Make a verbatim copy of the entries below; pictures stay out.

(Beginning of TASK DATA)

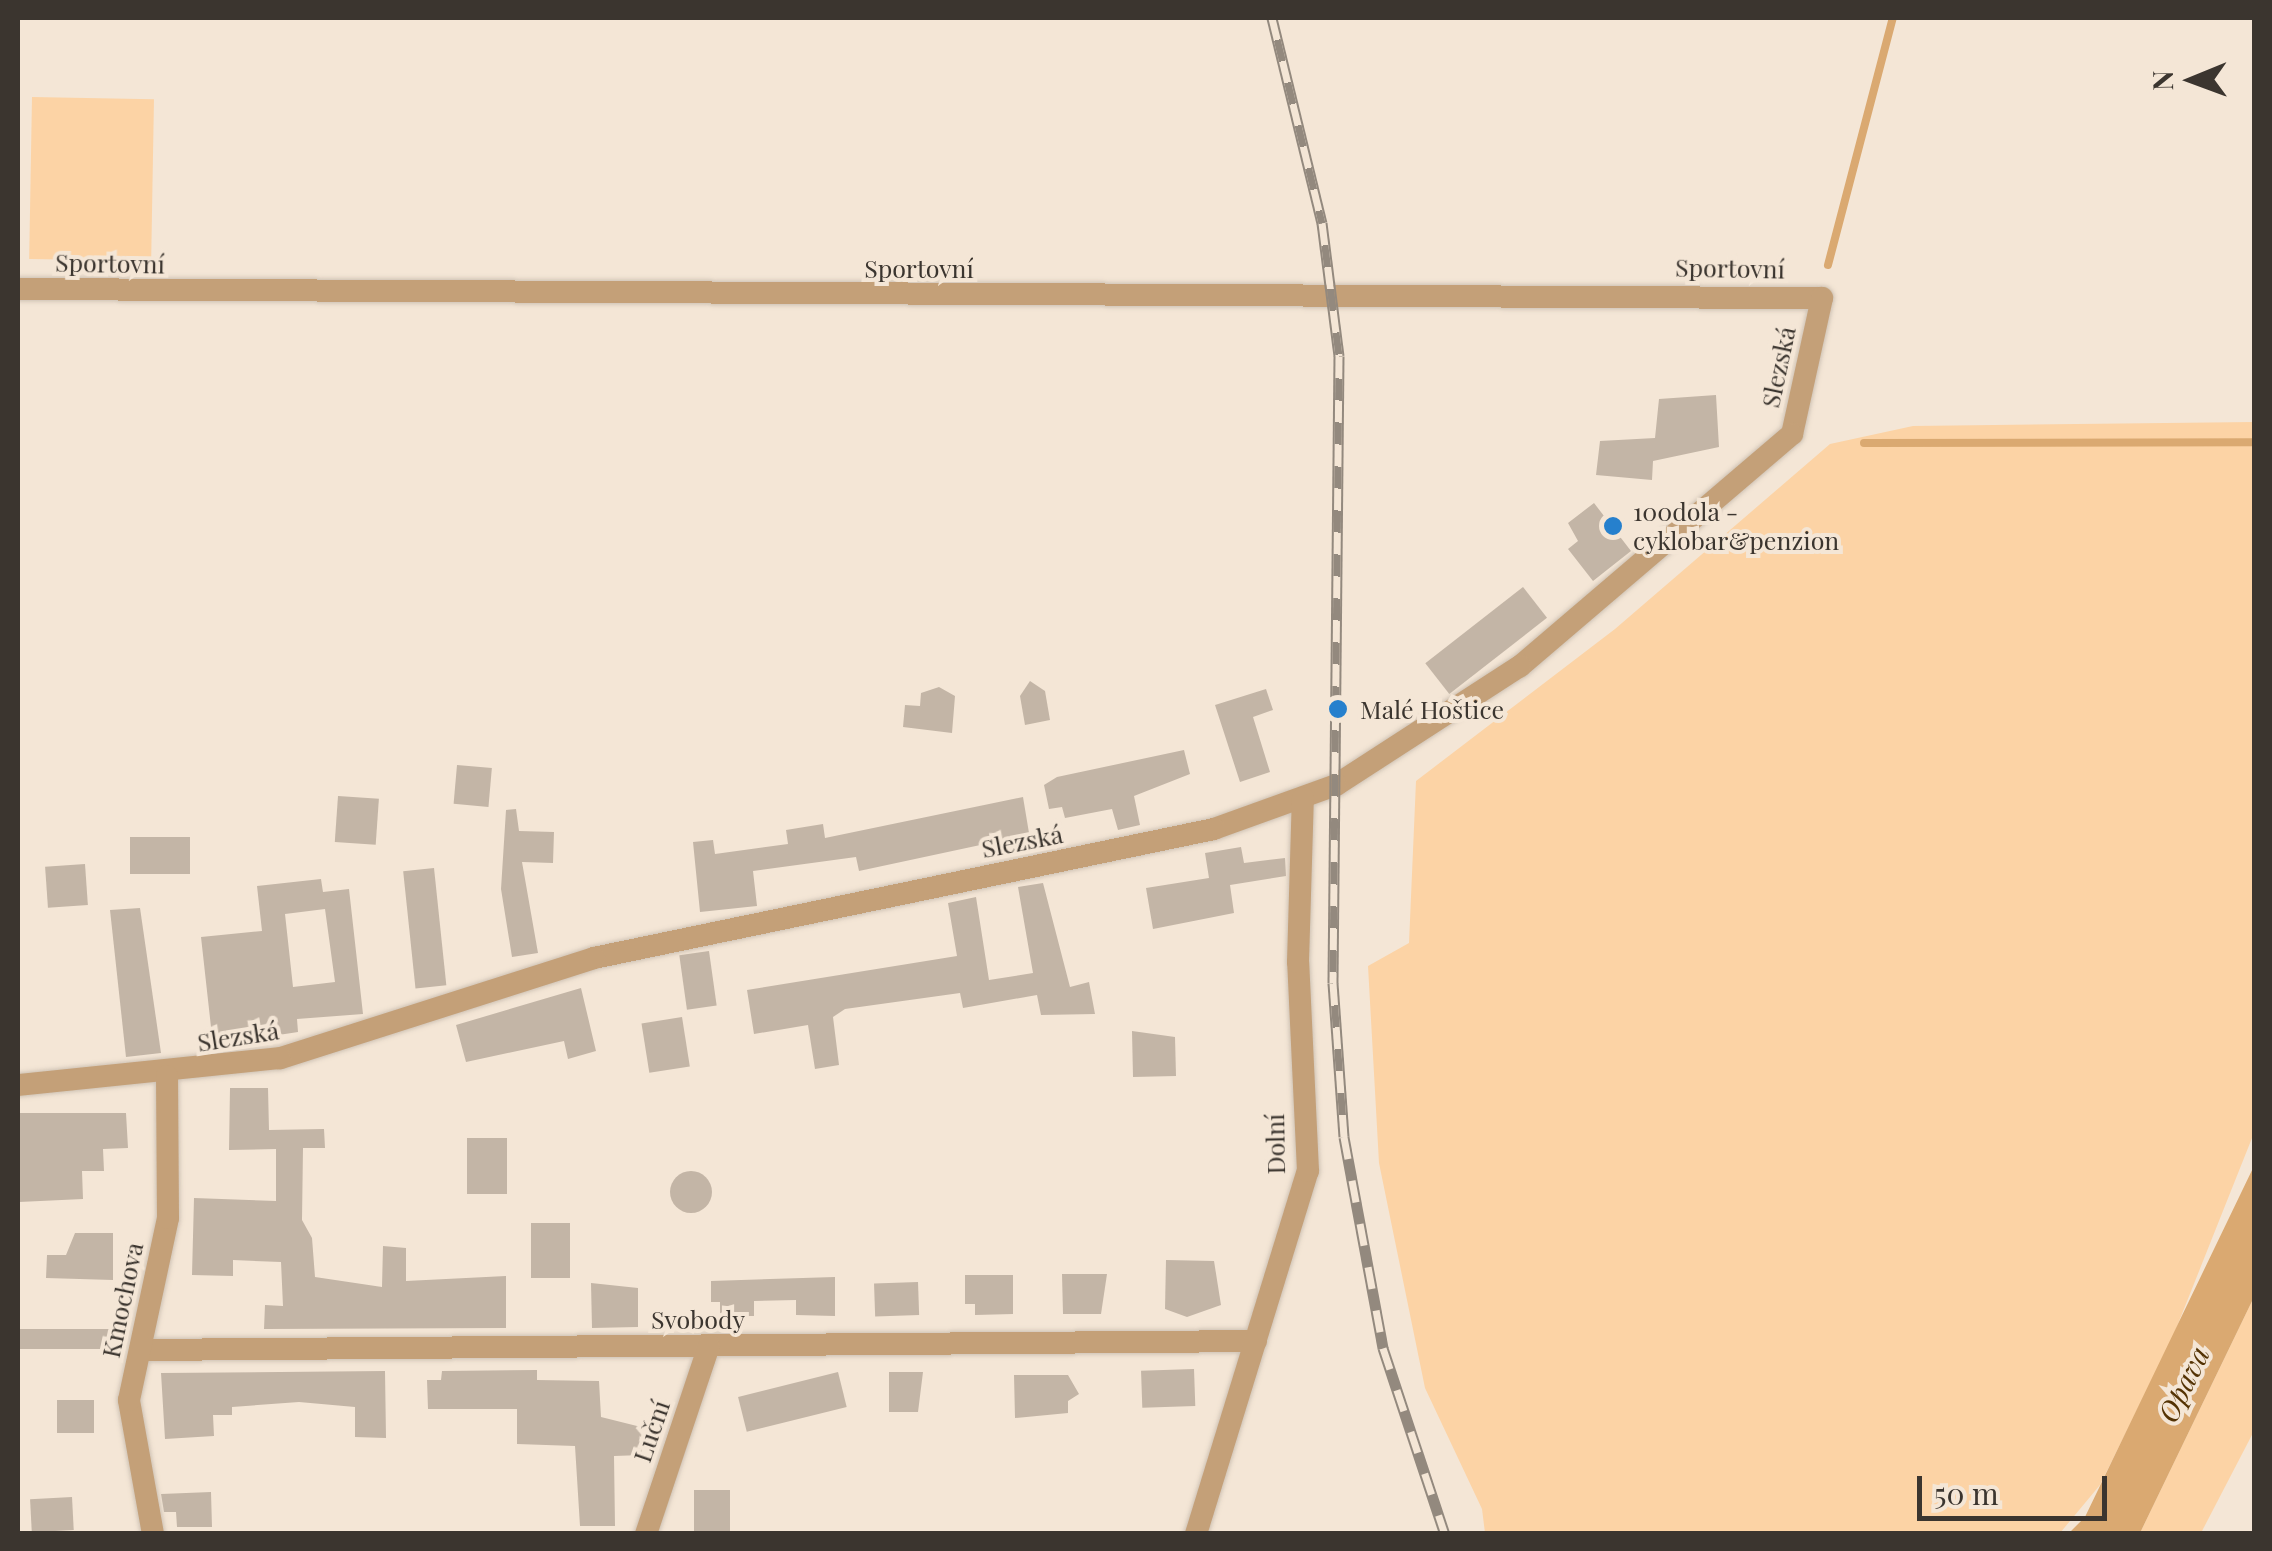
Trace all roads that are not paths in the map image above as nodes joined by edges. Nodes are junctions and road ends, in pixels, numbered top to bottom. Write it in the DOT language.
graph roads {
  1 [pos="18,288"];
  2 [pos="1822,298"];
  3 [pos="1304,798"];
  4 [pos="167,1076"];
  5 [pos="18,1085"];
  6 [pos="1256,1341"];
  7 [pos="709,1346"];
  8 [pos="140,1350"];
  9 [pos="153,1534"];
  10 [pos="646,1534"];
  11 [pos="1196,1534"];
  1 -- 2 [label="street, Sportovní"];
  2 -- 3 [label="street, Slezská"];
  3 -- 4 [label="street, Slezská"];
  3 -- 6 [label="street, Dolní"];
  4 -- 5 [label="street, Slezská"];
  4 -- 8 [label="street, Kmochova"];
  6 -- 7 [label="street, Svobody"];
  6 -- 11 [label="street, Dolní"];
  7 -- 8 [label="street, Svobody"];
  7 -- 10 [label="street, Luční"];
  8 -- 9 [label="street, Kmochova"];
}
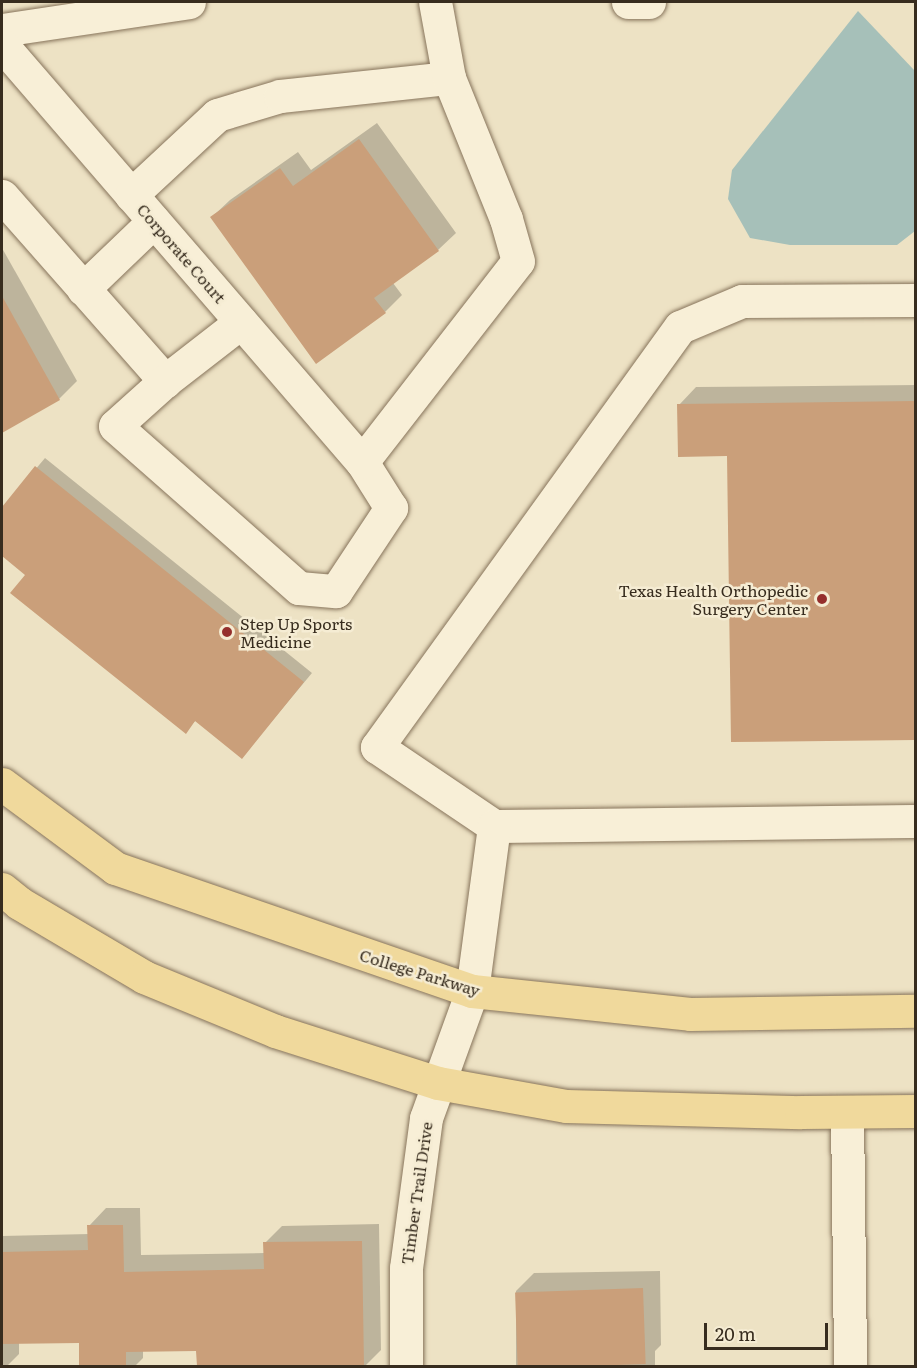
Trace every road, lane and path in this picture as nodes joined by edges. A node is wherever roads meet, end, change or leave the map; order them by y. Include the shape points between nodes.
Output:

(End of TASK DATA)

ANSWER BOX
Trace all roads that are not paths in the map image above as nodes joined by edges. Nodes are junctions and road ends, in pixels, numbered top to bottom. Write it in the DOT language.
graph roads {
  1 [pos="18,288"];
  2 [pos="1822,298"];
  3 [pos="1304,798"];
  4 [pos="167,1076"];
  5 [pos="18,1085"];
  6 [pos="1256,1341"];
  7 [pos="709,1346"];
  8 [pos="140,1350"];
  9 [pos="153,1534"];
  10 [pos="646,1534"];
  11 [pos="1196,1534"];
  1 -- 2 [label="street, Sportovní"];
  2 -- 3 [label="street, Slezská"];
  3 -- 4 [label="street, Slezská"];
  3 -- 6 [label="street, Dolní"];
  4 -- 5 [label="street, Slezská"];
  4 -- 8 [label="street, Kmochova"];
  6 -- 7 [label="street, Svobody"];
  6 -- 11 [label="street, Dolní"];
  7 -- 8 [label="street, Svobody"];
  7 -- 10 [label="street, Luční"];
  8 -- 9 [label="street, Kmochova"];
}
Trace every road, lane and path in this picture as nodes joined by edges. A node is wherever roads meet, end, change or leave the map; order them by y. Include the shape points between nodes.
Output:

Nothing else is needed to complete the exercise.